I inch my head back to see him, chin pressed to my shoulder.

He slides his hands in the pockets of his shorts. He’s dressed. In real clothes. I hadn’t noticed when I walked in the door.

“If I’m honest, you intimidate me. I still can’t believe you ever gave me the time of day. You … a beautiful, smart doctor. Totally put together. And kinder than anyone I have ever met.”

He shaved too.

The longer I stare at him, I realize he’s also showered. I can see a tiny glimpse of the guy I met online.

“You have no idea how taking care of my mom has impacted my life. It’s the reason I haven’t finished college. It’s the reason I wasn’t a great employee and got fired. I’ve needed this break, emotionally and physically. I’ve been falling into a depression, but I’m going to do better. I’m out of it now. I’m sorry.

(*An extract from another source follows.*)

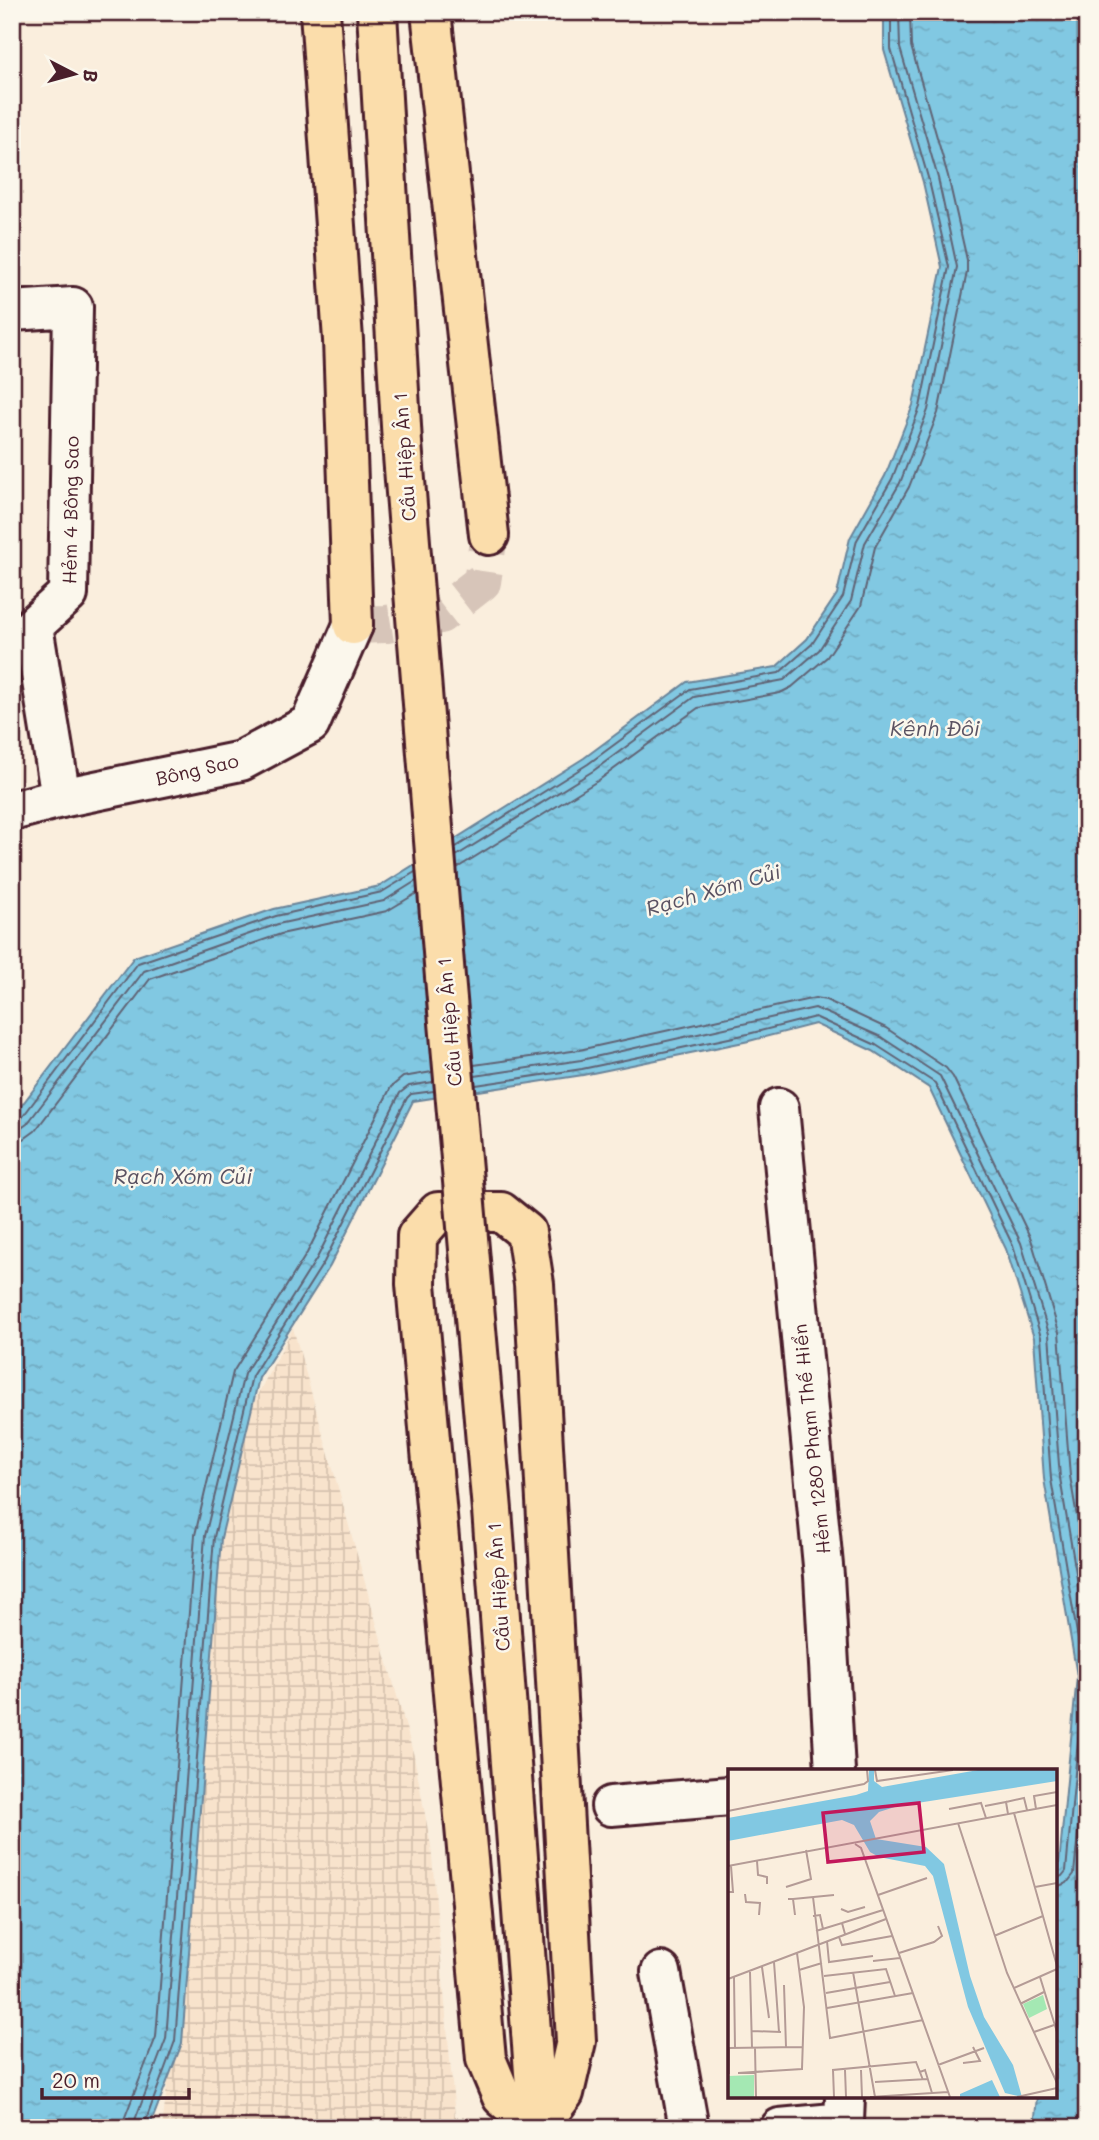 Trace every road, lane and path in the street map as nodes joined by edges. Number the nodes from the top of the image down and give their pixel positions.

I don’t want to lose you.”

My Jimmy had tattoos down one arm. And it was sexy. I’ve been blind to them for months.

My Jimmy had abs for days. My Jimmy was king of the smolder. All it took was one look and I lost my clothes and all inhibitions. I haven’t seen that Jimmy for months.

Now, I see a tiny glimpse of that Jimmy. But it doesn’t erase the image of the unkempt freeloader on my sofa. I recall his pathetic attempts at seducing me when he hadn’t even brushed his teeth.

No smolder.

No game whatsoever.

Some things can’t be disguised by tattoos and abs. And I know … I just know that if I have another weak moment (like so many before now), I will regret it. And it’s not just me now. I’m pregnant.

“I have to go,” I whisper.





CHAPTER TEN





“What did you find out?” Jules asks as I answer the phone in my car after leaving my attorney’s office.

“He’s going to check on a few things and get back with me. But apparently, I might have to formally evict Jimmy. I first need to give him written notice that he has five days to leave. If he doesn’t leave, I can file an eviction lawsuit against him. If I win, which I will, and he still doesn’t leave, I file a Writ of Restitution to have the sheriff remove him. God … how did this happen? And … Jules … he showered and shaved. He said he’s looking for a job. And he said all the things I needed him to say months ago.”

“Too late. You can’t. Sophie, hear me clearly. I will not let you take him back.”